** DATA SUPPLIED follows **
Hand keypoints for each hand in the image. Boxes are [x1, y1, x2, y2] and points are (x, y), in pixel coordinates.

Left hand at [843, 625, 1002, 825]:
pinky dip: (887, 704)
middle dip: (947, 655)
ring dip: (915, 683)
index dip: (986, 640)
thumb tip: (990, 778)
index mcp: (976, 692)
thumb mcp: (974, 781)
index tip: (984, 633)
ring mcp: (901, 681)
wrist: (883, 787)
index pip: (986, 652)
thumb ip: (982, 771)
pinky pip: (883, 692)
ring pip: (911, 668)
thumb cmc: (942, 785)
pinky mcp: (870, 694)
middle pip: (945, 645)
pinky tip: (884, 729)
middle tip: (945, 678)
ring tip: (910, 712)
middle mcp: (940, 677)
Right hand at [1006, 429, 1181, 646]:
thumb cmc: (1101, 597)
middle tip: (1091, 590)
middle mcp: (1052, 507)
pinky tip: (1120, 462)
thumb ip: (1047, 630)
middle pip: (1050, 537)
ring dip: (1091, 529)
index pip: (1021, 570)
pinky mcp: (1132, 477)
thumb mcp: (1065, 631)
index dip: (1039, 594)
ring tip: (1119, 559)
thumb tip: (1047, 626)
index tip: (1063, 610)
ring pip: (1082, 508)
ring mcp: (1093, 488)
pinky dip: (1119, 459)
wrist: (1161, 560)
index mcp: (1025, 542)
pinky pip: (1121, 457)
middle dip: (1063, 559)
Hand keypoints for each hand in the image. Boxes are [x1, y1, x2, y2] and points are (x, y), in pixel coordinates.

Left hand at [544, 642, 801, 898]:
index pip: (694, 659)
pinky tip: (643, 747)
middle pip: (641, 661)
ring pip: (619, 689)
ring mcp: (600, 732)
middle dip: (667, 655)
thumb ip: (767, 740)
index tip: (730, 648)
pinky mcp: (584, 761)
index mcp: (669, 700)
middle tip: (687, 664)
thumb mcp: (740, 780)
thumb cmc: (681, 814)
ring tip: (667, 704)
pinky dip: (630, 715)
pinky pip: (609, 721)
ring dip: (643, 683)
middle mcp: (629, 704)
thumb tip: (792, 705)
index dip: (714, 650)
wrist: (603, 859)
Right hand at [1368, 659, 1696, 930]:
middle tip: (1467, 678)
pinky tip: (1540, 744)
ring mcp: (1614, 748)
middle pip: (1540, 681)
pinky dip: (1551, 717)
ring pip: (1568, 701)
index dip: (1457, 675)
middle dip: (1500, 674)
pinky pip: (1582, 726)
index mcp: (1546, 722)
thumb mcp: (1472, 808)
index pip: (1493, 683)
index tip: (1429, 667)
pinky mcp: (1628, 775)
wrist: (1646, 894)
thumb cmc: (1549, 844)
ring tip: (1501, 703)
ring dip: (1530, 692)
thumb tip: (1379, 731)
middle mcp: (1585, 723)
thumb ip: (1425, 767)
** End of DATA SUPPLIED **
What is wanted is the complete set of entries, returned verbatim.

Hand keypoints for each hand in the image. Boxes are [x1, y1, x2, y2] and points are (x, y), in pixel coordinates.

Left hand at [843, 625, 1002, 825]:
pinky dip: (887, 704)
middle dip: (947, 655)
ring dip: (915, 683)
index dip: (986, 640)
thumb tip: (990, 778)
index mcp: (976, 692)
thumb mcp: (974, 781)
index tip: (984, 633)
ring mcp: (901, 681)
wrist: (883, 787)
index pip: (986, 652)
thumb ip: (982, 771)
pinky pip: (883, 692)
ring pip: (911, 668)
thumb cmc: (942, 785)
pinky mcp: (870, 694)
middle pip: (945, 645)
pinky tip: (884, 729)
middle tip: (945, 678)
ring tip: (910, 712)
middle mcp: (940, 677)
Right hand at [1006, 429, 1181, 646]:
thumb cmc: (1101, 597)
middle tip: (1091, 590)
middle mcp: (1052, 507)
pinky tip: (1120, 462)
thumb ip: (1047, 630)
middle pip: (1050, 537)
ring dip: (1091, 529)
index pip: (1021, 570)
pinky mcp: (1132, 477)
thumb mcp: (1065, 631)
index dip: (1039, 594)
ring tip: (1119, 559)
thumb tip: (1047, 626)
index tip: (1063, 610)
ring pip: (1082, 508)
ring mcp: (1093, 488)
pinky dip: (1119, 459)
wrist: (1161, 560)
index mcp: (1025, 542)
pinky pip: (1121, 457)
middle dip: (1063, 559)
Hand keypoints for each hand in the image. Boxes are [x1, y1, x2, y2] and points are (x, y), in pixel coordinates.

Left hand at [544, 642, 801, 898]:
index pip: (694, 659)
pinky tip: (643, 747)
middle pip: (641, 661)
ring pip: (619, 689)
ring mcp: (600, 732)
middle dip: (667, 655)
thumb ip: (767, 740)
index tip: (730, 648)
pinky mcp: (584, 761)
index mcp: (669, 700)
middle tip: (687, 664)
thumb mcp: (740, 780)
thumb cmc: (681, 814)
ring tip: (667, 704)
pinky dip: (630, 715)
pinky pip: (609, 721)
ring dip: (643, 683)
middle mcp: (629, 704)
thumb tip: (792, 705)
index dip: (714, 650)
wrist: (603, 859)
Right hand at [1368, 659, 1696, 930]:
middle tip: (1467, 678)
pinky tip: (1540, 744)
ring mcp: (1614, 748)
middle pip: (1540, 681)
pinky dip: (1551, 717)
ring pip: (1568, 701)
index dip: (1457, 675)
middle dip: (1500, 674)
pinky pip: (1582, 726)
index mcp: (1546, 722)
thumb mcp: (1472, 808)
index pip: (1493, 683)
index tip: (1429, 667)
pinky mcp: (1628, 775)
wrist: (1646, 894)
thumb cmc: (1549, 844)
ring tip: (1501, 703)
ring dip: (1530, 692)
thumb tip: (1379, 731)
middle mcp: (1585, 723)
thumb ip: (1425, 767)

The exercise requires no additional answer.